• EXERCISE REQUIREMENTS
Run through the records and show each line that includes the string "lane".

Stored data
========

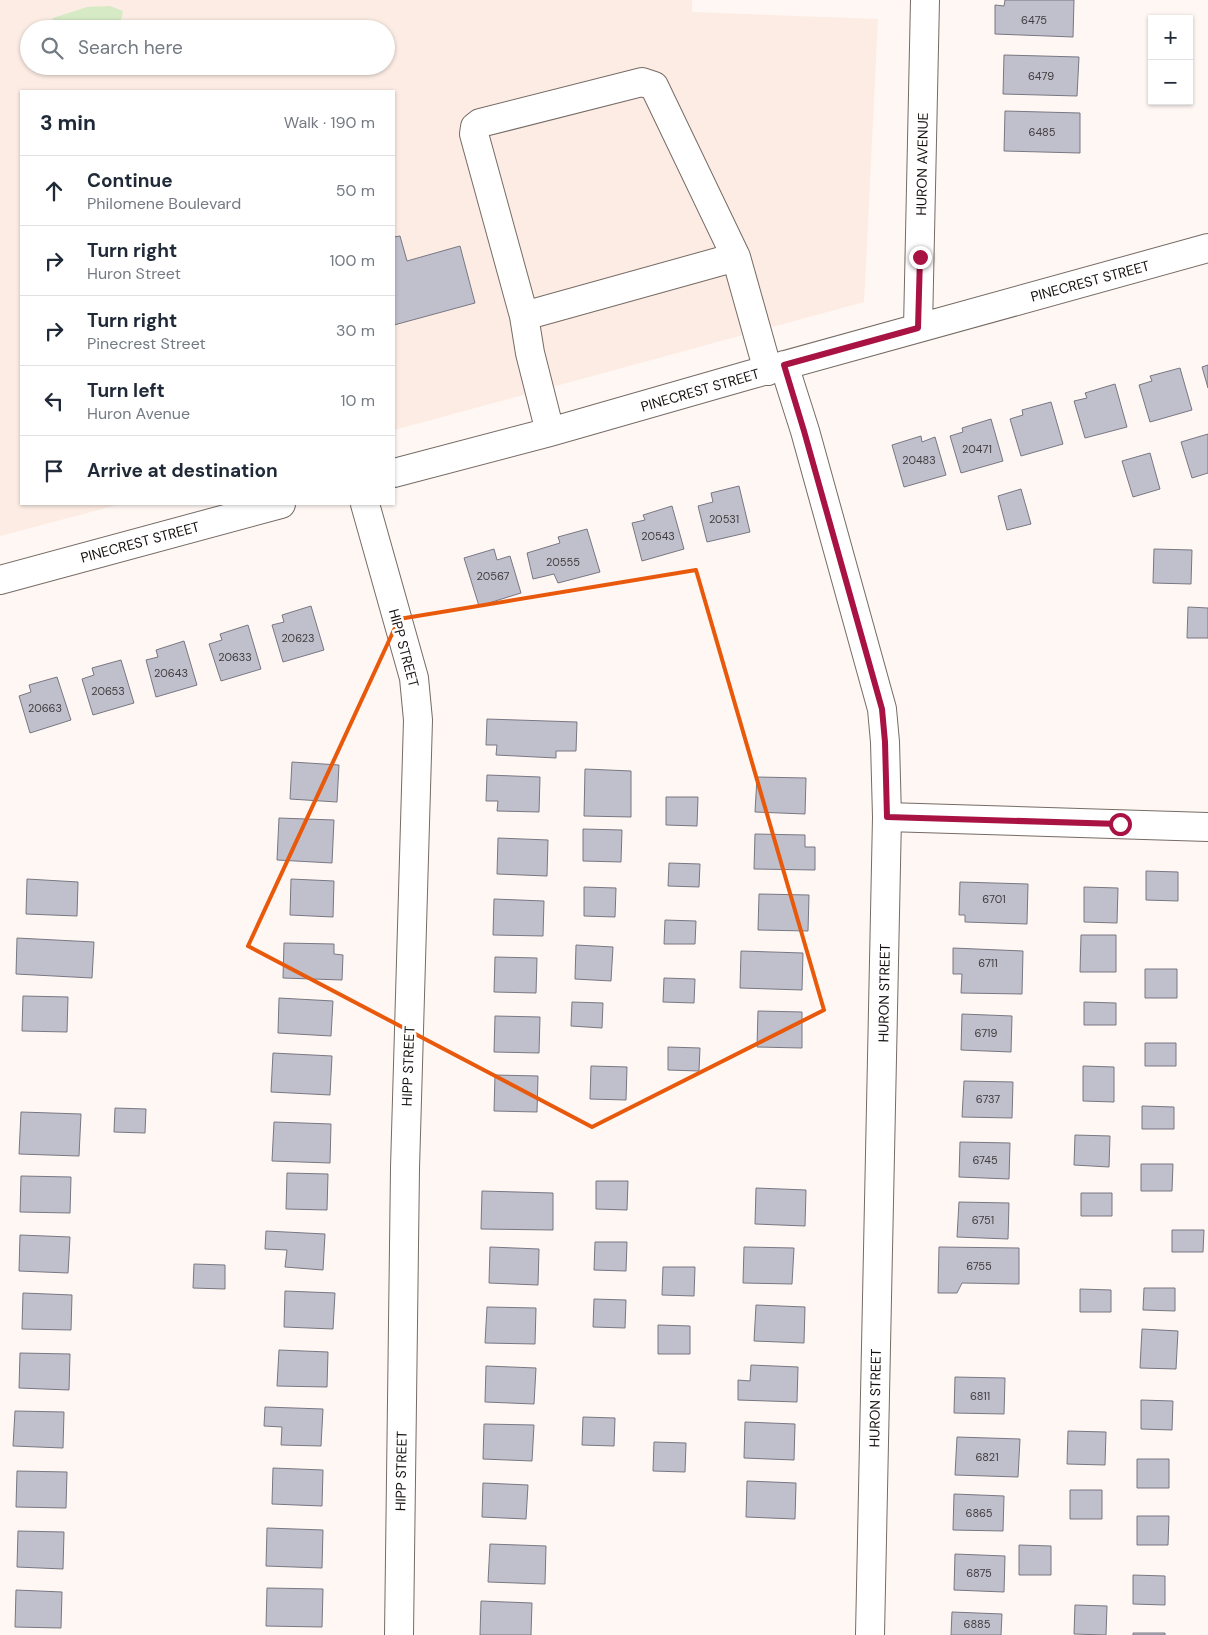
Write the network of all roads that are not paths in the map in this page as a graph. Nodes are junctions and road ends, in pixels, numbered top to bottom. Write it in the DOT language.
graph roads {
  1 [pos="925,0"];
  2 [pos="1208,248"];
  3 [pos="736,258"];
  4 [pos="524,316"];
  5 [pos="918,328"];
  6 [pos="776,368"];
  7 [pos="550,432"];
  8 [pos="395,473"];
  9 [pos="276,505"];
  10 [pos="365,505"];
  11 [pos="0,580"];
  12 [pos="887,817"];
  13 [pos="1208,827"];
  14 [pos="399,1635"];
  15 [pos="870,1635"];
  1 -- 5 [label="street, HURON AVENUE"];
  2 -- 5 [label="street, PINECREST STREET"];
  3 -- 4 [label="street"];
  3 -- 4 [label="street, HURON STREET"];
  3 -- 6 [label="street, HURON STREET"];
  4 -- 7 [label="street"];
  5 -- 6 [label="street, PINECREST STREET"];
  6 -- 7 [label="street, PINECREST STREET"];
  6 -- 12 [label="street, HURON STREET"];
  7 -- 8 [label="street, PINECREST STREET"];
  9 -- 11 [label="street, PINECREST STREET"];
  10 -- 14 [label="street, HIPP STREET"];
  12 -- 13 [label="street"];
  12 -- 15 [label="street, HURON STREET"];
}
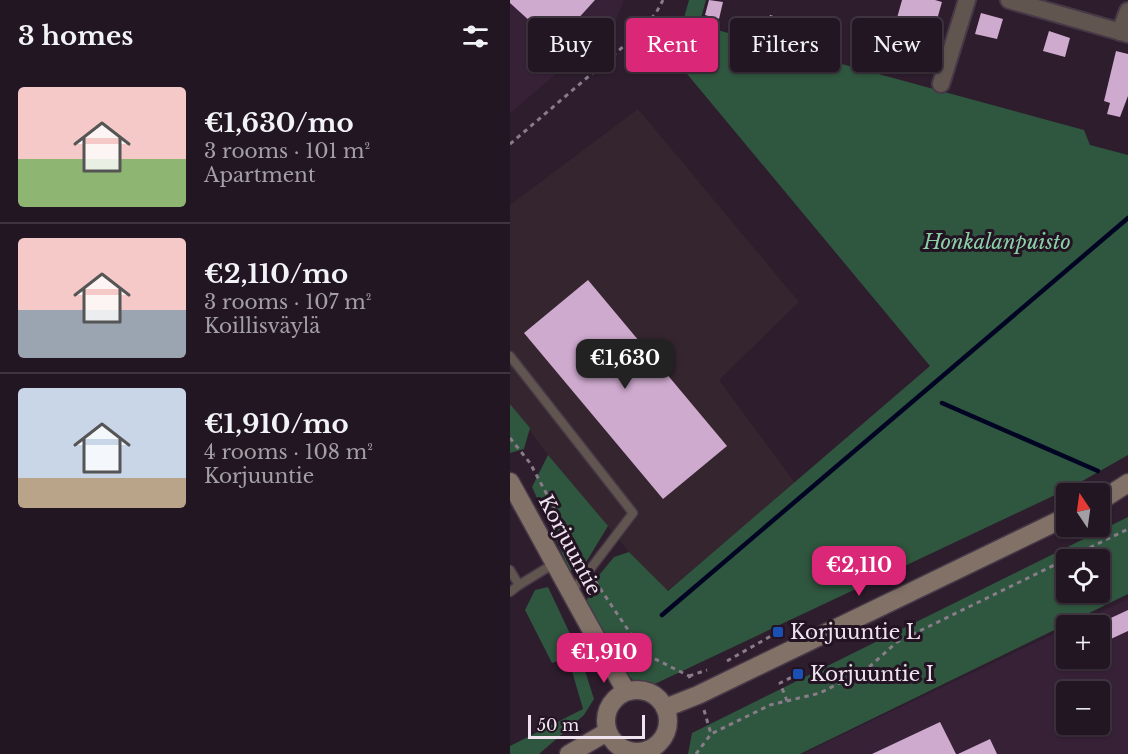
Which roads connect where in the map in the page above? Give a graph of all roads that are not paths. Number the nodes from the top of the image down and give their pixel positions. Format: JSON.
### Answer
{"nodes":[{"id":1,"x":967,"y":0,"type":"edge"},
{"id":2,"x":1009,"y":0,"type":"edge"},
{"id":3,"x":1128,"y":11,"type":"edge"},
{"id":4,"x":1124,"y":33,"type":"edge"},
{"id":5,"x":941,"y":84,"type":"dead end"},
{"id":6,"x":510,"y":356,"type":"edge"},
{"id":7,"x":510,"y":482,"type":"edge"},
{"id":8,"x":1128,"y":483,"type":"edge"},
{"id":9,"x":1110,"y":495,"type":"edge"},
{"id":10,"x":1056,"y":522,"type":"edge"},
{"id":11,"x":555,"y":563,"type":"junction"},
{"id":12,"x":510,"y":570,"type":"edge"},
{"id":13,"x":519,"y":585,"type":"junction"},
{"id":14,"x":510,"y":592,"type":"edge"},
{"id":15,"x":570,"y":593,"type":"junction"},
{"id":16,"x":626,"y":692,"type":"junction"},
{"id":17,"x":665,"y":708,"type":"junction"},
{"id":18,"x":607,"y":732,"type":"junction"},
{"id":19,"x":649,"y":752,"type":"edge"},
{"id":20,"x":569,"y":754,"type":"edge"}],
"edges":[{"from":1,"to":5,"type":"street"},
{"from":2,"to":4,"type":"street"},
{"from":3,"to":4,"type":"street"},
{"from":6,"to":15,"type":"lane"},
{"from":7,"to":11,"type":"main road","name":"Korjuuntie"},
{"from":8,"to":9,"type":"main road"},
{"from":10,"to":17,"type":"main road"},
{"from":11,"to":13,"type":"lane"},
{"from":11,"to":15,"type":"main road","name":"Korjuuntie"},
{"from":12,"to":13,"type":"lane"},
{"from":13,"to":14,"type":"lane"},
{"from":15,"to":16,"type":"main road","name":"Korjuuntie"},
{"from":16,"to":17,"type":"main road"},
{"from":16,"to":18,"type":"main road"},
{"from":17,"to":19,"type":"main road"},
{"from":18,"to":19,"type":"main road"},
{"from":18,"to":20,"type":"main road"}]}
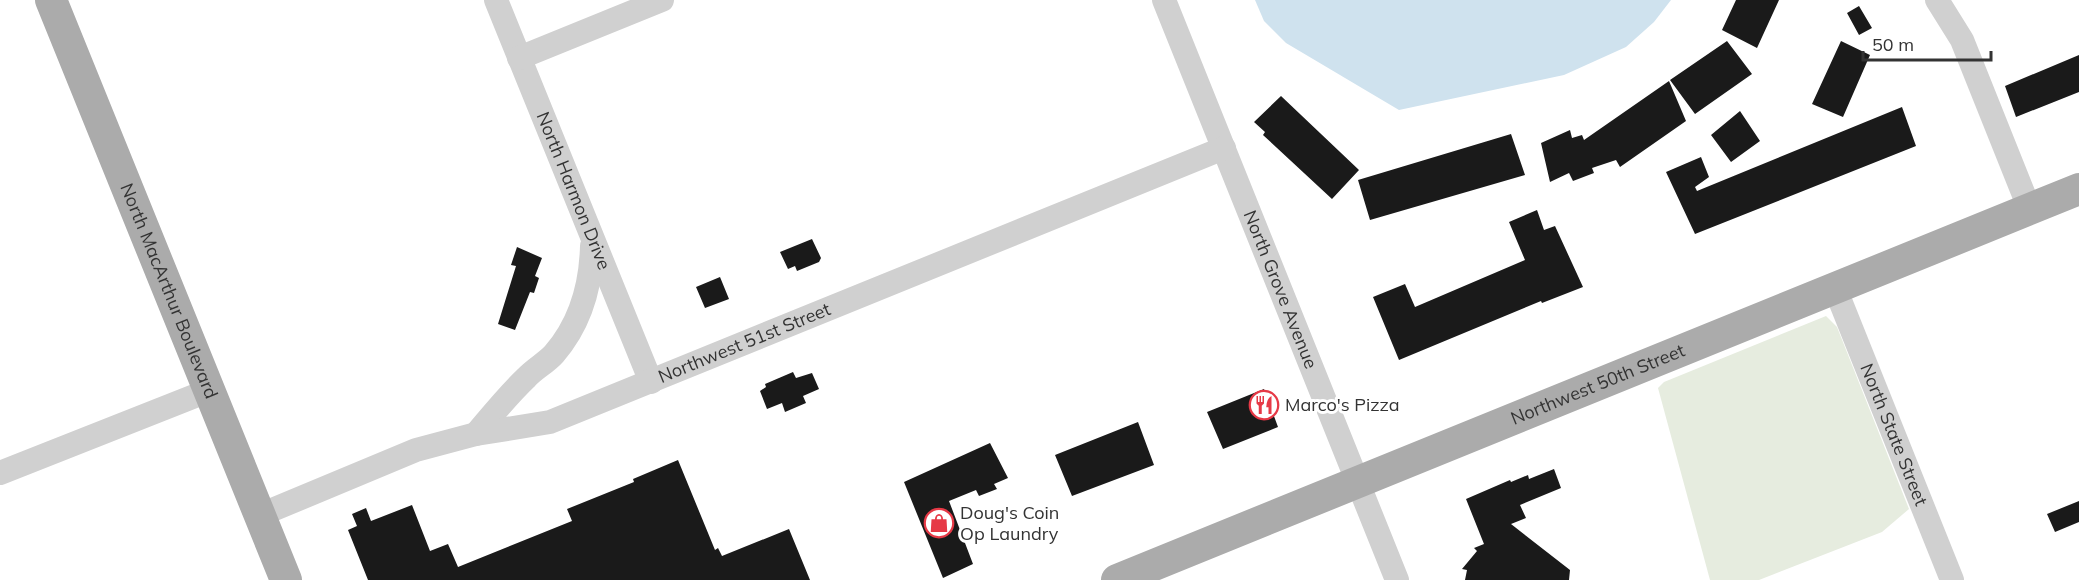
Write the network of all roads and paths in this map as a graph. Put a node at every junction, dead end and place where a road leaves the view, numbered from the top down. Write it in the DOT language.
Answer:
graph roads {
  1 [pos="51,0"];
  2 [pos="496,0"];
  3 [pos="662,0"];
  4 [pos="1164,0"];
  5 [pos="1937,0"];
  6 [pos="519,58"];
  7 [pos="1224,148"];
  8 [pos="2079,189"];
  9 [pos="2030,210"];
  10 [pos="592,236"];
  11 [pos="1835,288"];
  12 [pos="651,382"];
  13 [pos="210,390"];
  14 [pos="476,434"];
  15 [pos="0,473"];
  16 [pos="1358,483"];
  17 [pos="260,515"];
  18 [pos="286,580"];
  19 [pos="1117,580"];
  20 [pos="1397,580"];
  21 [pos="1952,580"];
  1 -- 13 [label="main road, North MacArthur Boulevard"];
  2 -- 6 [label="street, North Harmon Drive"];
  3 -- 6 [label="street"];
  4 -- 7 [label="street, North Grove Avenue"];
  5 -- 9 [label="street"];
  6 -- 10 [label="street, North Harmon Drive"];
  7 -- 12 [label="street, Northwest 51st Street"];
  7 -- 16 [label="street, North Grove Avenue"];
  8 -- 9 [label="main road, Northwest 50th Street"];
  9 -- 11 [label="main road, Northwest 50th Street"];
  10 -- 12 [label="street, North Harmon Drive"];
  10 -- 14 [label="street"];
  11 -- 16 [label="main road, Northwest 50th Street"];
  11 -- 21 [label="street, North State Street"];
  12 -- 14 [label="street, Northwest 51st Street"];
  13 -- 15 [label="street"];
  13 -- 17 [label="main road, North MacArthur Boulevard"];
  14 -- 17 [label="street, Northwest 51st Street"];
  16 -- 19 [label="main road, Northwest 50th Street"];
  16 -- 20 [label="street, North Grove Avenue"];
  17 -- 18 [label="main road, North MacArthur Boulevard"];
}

========

• SOLUTION TO THIS EXERCISE
{"from":6,"to":15,"type":"lane"},
{"from":11,"to":13,"type":"lane"},
{"from":12,"to":13,"type":"lane"},
{"from":13,"to":14,"type":"lane"},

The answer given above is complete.